Strangers are helping finish craft projects when the original crafter can't
MARY LOUISE KELLY, HOST:
Now a story about a hand-hooked rug, the woman who couldn't complete it and a stranger who stepped in to help. They found each other through a program that matches volunteer crafters with projects left unfinished when someone dies or becomes disabled. Martha Bebinger of member station WBUR reports.
MARTHA BEBINGER, BYLINE: The small, Turkish-style rug is a bright mix of red and blue geometric shapes on a gold background. Donna Savastio spent more than 100 hours following the pattern stamped on linen, using a hook to pull strips of wool through the backing, making loop after loop.
DONNA SAVASTIO: You can sit here for hours if you want to. I mean, it's like, wow. But I love it.
BEBINGER: Savastio started this rug around the same time she was diagnosed with Alzheimer's. It maps the progression of her disease. In one section, delicate, red scrolls expand to become solid blocks of red. John Shambroom fingers tangled loops along the navy blue border where his wife stopped.
JOHN SHAMBROOM: She started to get a little bit off the rails and having difficulty pulling the threads...
SHAMBROOM: ...Up through the top.
BEBINGER: That was about a year ago. It looked like Savastio's rug would never be finished. Then Jan Rohwetter arrives at the front door.
SAVASTIO: How are you? Nice to meet you.
JAN ROHWETTER: Real good to meet you.
SAVASTIO: Thanks for...
BEBINGER: Rohwetter is a rug hooker the couple has never met.
ROHWETTER: I've recently lost both my parents and my mom to dementia.
BEBINGER: She's here to collect and complete Savastio's rug.
ROHWETTER: And it's something that I would have loved to have been able to do for my mom. And so...
ROHWETTER: That's why I'm here.
SAVASTIO: Oh, this is a godsend.
BEBINGER: Rohwetter moves around Savastio's craft room, gathering the supplies she'll need. There's one lingering question - how to mark the spots where Savastio's handiwork stops and Rohwetter's will begin. The two women open Savastio's closet in search of options.
SAVASTIO: We're kind of picking through the clothes here.
ROHWETTER: OK. Here we go.
BEBINGER: A silky scarf with thin tassels looks promising to Rohwetter.
ROHWETTER: Instead of cutting it up, I could...
ROHWETTER: I could just take some tassels.
BEBINGER: Rohwetter bundles up the rug and heads home.

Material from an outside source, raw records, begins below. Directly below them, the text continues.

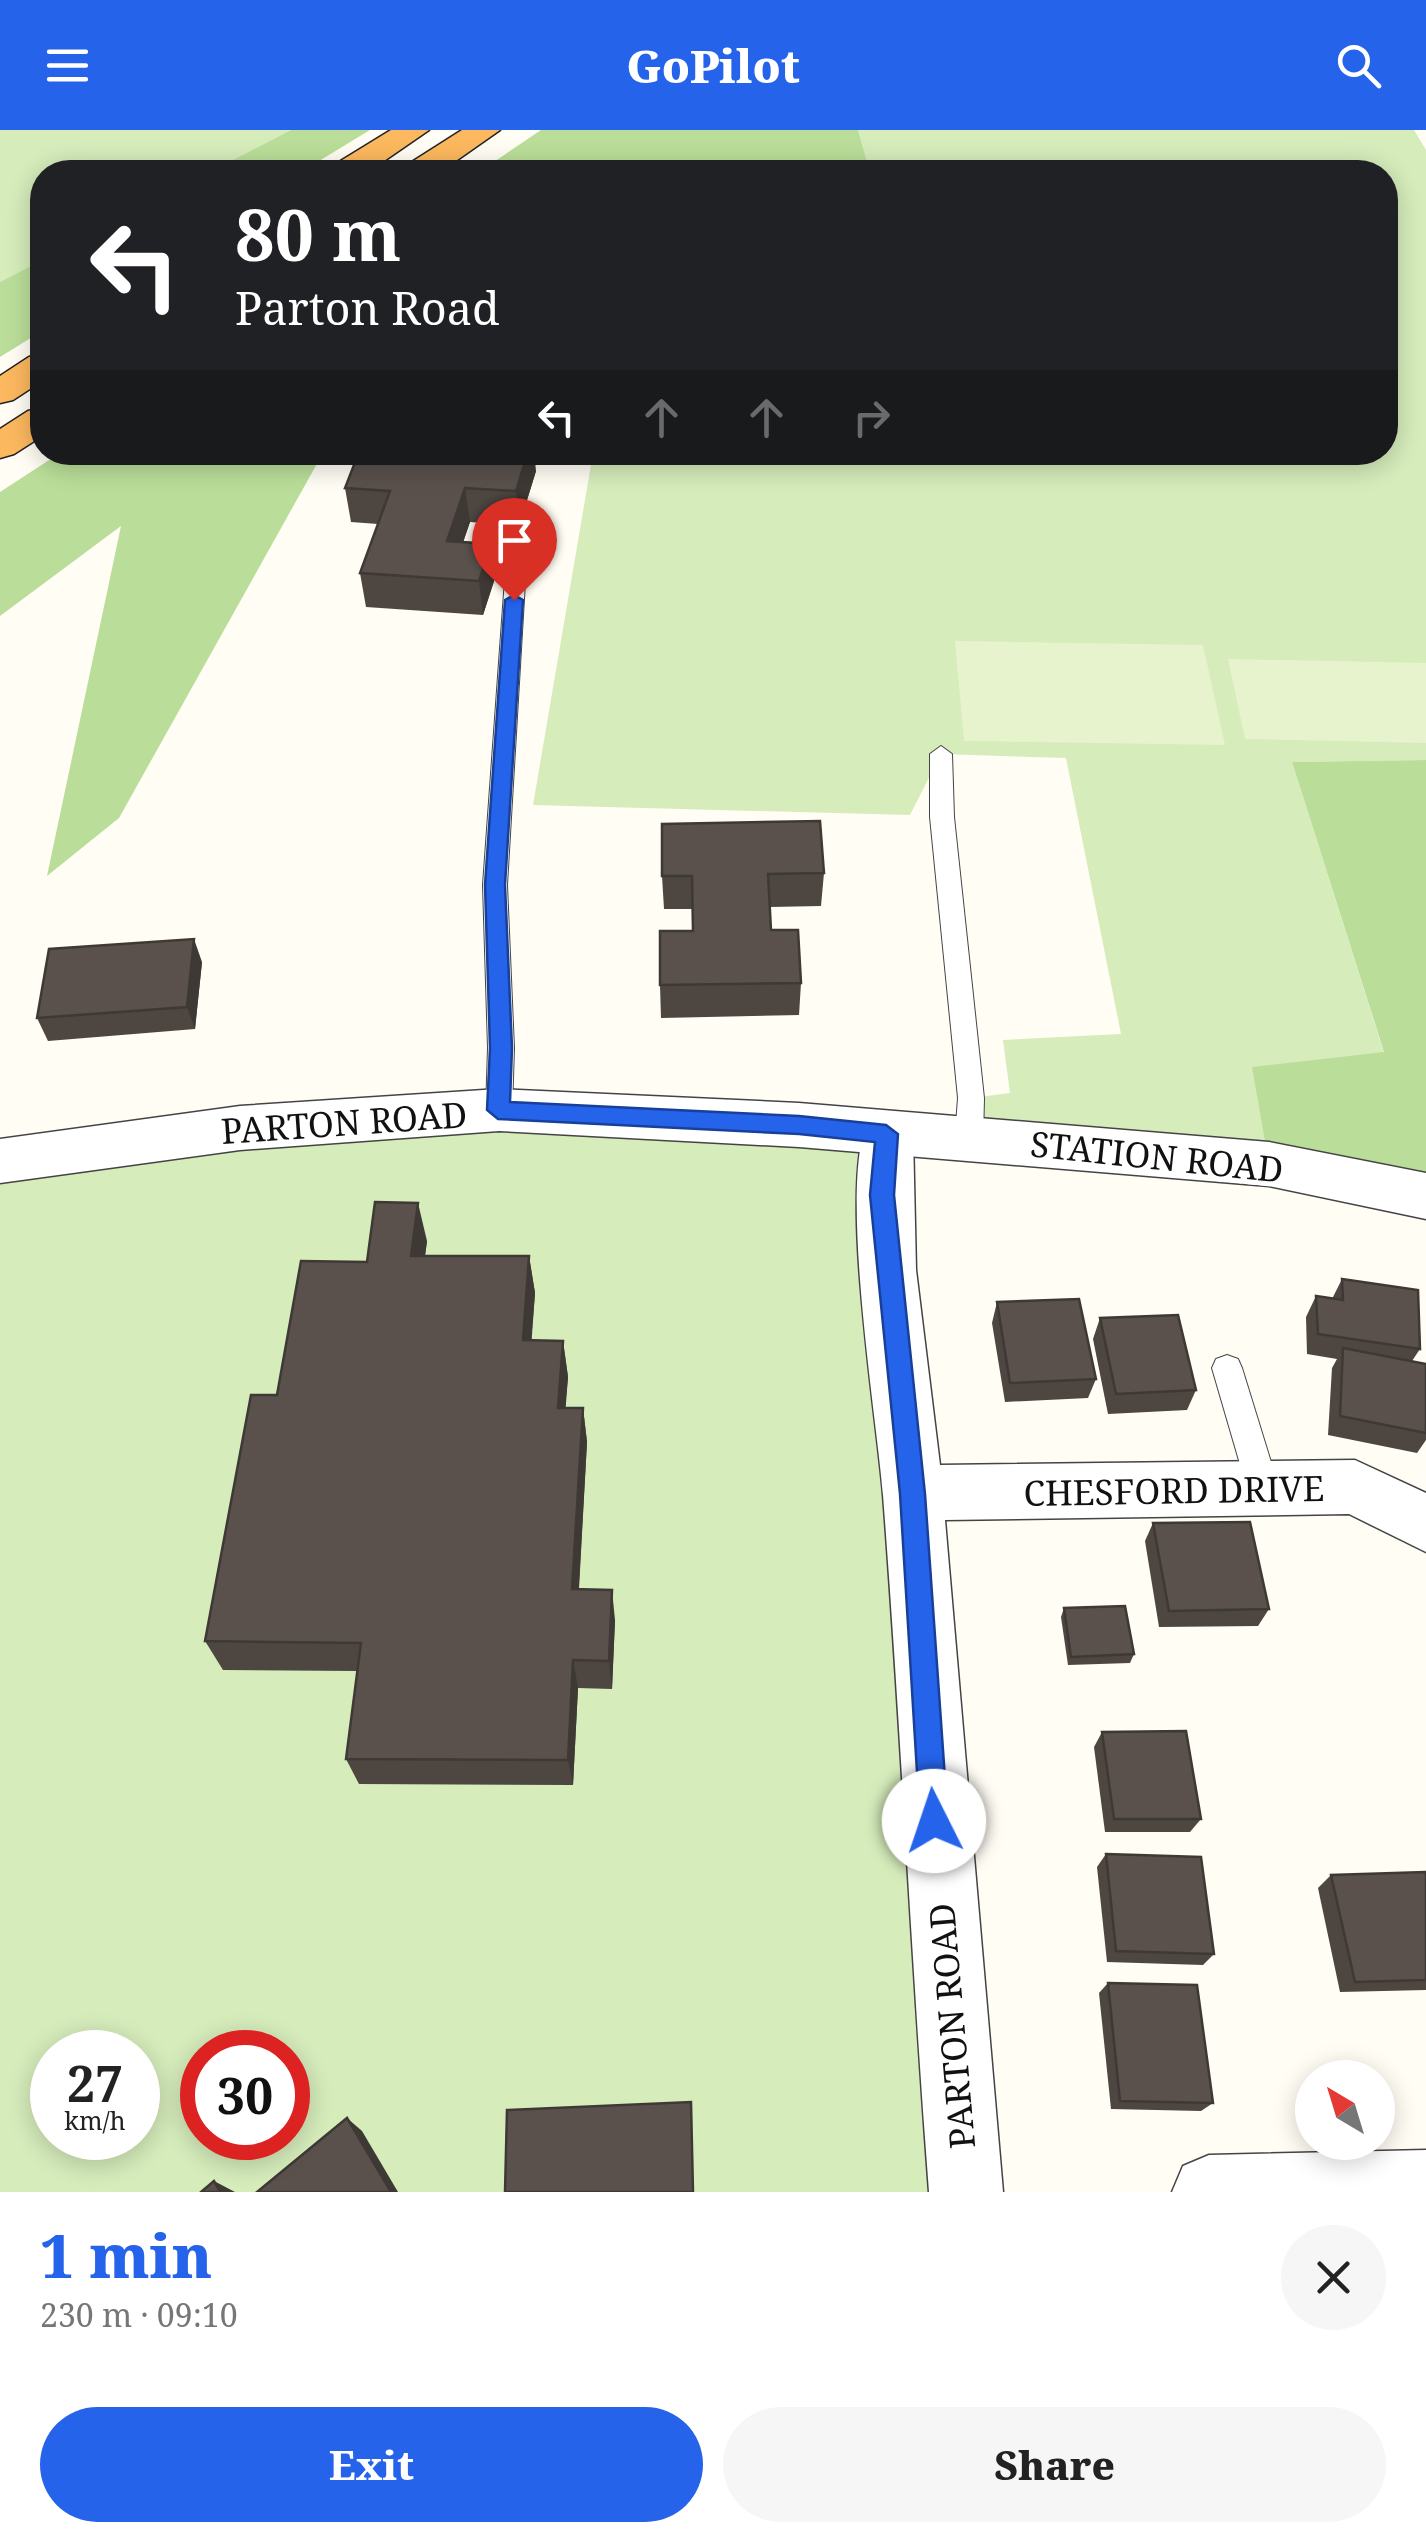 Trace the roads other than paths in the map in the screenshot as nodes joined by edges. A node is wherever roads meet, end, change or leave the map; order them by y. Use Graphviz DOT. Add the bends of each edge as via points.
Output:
graph roads {
  1 [pos="414,130"];
  2 [pos="484,130"];
  3 [pos="365,160"];
  4 [pos="438,160"];
  5 [pos="30,373"];
  6 [pos="0,392"];
  7 [pos="30,426"];
  8 [pos="0,446"];
  9 [pos="516,565"];
  10 [pos="941,754"];
  11 [pos="498,1110"];
  12 [pos="886,1134"];
  13 [pos="969,1138"];
  14 [pos="0,1161"];
  15 [pos="1426,1196"];
  16 [pos="1227,1368"];
  17 [pos="1263,1488"];
  18 [pos="912,1494"];
  19 [pos="1426,1524"];
  20 [pos="1426,2187"];
  21 [pos="966,2192"];
  22 [pos="1209,2192"];
  1 -- 3 [label="highway"];
  2 -- 4 [label="highway"];
  5 -- 6 [label="highway"];
  7 -- 8 [label="highway"];
  9 -- 11 [label="lane" via="495,885"];
  10 -- 13 [label="lane"];
  11 -- 12 [label="street, PARTON ROAD"];
  11 -- 14 [label="street, PARTON ROAD" via="240,1128"];
  12 -- 13 [label="street, STATION ROAD"];
  12 -- 18 [label="street, PARTON ROAD" via="882,1195"];
  13 -- 15 [label="street, STATION ROAD" via="1269,1164"];
  16 -- 17 [label="lane"];
  17 -- 18 [label="street, CHESFORD DRIVE"];
  17 -- 19 [label="street, CHESFORD DRIVE" via="1355,1487"];
  18 -- 21 [label="street, PARTON ROAD"];
  20 -- 22 [label="street"];
}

ROHWETTER: I will be in touch.
SHAMBROOM: Thank you so much.
ROHWETTER: All righty.
SAVASTIO: Thanks again.
BEBINGER: Rohwetter and Savastio found each other through Loose Ends. The program has matched more than 600 unfinished blankets, sweaters, socks, rugs and doilies since launching 10 months ago. It's the brainchild of two longtime friends and knitters, Masey Kaplan and Jen Simonic, who were both asked last summer to complete projects for friends who'd lost moms.

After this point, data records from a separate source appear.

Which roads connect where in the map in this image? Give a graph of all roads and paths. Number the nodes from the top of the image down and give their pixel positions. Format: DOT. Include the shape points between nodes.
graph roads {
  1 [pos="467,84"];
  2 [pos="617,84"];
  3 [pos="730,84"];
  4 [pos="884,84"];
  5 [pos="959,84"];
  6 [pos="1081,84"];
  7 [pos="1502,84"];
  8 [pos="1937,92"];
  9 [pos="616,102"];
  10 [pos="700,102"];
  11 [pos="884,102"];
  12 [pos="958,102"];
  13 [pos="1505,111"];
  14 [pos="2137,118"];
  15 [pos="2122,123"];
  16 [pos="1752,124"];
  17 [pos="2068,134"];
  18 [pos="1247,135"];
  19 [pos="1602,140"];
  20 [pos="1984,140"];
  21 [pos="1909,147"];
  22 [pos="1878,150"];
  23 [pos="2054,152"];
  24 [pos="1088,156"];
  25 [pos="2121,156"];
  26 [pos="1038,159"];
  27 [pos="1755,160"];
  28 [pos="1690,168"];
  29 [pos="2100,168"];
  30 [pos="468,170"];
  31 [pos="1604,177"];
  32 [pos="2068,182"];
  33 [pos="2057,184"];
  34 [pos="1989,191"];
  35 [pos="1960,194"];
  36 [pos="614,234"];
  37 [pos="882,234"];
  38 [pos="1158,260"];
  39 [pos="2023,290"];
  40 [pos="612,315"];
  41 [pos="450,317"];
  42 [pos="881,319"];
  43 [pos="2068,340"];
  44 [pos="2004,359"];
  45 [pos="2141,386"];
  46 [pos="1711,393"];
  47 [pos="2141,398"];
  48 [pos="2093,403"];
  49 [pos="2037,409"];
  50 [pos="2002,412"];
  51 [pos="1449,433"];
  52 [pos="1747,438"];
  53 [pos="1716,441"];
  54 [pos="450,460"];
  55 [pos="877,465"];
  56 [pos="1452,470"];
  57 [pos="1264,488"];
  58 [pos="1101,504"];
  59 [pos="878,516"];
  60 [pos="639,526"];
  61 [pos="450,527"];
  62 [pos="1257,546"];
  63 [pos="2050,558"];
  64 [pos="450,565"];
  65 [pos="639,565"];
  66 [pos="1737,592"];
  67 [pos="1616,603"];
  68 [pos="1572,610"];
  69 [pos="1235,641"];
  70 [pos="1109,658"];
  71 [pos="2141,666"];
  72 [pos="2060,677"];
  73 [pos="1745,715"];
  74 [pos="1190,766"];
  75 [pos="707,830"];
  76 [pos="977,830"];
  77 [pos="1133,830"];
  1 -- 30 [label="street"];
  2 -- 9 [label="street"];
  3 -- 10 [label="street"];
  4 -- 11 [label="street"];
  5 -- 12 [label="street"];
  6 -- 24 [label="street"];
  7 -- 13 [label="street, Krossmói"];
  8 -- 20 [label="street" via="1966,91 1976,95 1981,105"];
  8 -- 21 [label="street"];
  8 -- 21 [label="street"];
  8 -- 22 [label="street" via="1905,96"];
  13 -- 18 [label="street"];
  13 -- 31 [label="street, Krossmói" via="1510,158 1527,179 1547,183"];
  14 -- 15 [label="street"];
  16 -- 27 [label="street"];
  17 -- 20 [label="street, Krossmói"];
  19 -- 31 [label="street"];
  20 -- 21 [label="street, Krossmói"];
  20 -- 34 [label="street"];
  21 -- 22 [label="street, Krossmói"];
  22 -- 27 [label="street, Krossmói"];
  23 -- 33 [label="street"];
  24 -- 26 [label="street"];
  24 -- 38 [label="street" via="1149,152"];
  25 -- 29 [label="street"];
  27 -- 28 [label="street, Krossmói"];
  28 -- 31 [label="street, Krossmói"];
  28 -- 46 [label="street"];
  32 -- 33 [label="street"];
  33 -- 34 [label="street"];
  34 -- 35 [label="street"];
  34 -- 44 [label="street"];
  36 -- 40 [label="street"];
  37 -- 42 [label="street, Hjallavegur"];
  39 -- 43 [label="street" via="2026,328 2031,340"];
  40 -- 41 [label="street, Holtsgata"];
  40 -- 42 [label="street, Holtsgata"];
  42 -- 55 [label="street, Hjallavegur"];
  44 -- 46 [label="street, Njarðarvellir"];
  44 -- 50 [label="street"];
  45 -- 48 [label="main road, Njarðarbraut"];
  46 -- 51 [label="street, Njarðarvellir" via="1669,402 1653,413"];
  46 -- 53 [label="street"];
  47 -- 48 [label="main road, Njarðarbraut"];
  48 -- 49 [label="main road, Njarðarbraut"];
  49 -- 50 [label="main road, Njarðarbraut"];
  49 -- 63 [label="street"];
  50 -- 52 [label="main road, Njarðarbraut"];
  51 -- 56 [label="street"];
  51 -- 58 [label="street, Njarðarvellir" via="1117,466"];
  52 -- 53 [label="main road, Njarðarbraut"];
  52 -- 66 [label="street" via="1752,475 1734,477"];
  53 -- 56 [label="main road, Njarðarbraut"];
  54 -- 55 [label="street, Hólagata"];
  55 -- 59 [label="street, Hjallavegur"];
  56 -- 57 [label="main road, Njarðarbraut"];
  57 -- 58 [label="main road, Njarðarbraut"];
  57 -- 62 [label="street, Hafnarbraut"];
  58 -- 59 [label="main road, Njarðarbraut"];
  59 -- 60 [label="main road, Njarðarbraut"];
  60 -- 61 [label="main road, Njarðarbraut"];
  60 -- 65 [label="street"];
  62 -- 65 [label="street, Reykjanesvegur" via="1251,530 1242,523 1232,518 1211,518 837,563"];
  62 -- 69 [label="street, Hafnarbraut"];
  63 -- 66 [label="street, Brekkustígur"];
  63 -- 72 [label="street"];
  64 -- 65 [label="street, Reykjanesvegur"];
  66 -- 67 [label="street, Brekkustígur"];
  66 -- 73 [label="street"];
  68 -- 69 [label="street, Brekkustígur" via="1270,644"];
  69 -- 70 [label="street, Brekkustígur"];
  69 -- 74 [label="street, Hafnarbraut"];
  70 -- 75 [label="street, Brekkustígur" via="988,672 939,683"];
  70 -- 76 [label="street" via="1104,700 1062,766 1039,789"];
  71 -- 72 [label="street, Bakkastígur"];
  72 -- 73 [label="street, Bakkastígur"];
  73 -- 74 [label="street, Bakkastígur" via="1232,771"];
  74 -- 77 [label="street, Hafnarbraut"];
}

JEN SIMONIC: Sometimes you look around and think, this must be happening somewhere in the world. And when it's not, you're like, oh, it has to.
BEBINGER: Now, says Simonic, Loose Ends has 9,100 volunteers in 42 countries. Kaplan and Simonic spend hours of their free time every day filtering data on spreadsheets, looking for the closest person to a submitted project with the right skills and interests.

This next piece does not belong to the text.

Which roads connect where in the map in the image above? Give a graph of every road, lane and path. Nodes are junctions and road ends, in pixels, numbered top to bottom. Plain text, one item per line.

SIMONIC: There are some people who are like, give me an 80-foot blanket. And there's some people that - like, I don't do anything bigger than a sock. So it's me and Masey looking at spreadsheets till we go blind.
BEBINGER: Here's Masey Kaplan.
MASEY KAPLAN: Watching strangers take care of each other has been really wonderful to watch.
(SOUNDBITE OF GIFT WRAP RIPPING)
BEBINGER: A month after picking up the rug, Jan Rohwetter is back with a gift-wrapped package.
SAVASTIO: Oh, my God. It's gorgeous.
BEBINGER: Three silvery threads, slim tassels snipped from Donna Savastio's scarf, mark spots in the rug's blue border where Rohwetter took over.
ROHWETTER: Every loop was with love...
ROHWETTER: ...And thinking of you...
ROHWETTER: ...Thinking of my mom...
ROHWETTER: ...And whatnot.
BEBINGER: John Shambroom looks at Rohwetter, shaking his head in wonder.
SHAMBROOM: This is just a purely good thing, especially these days.
ROHWETTER: These days it's pretty nice to be able to do something pure of the heart - right? - pure of the heart.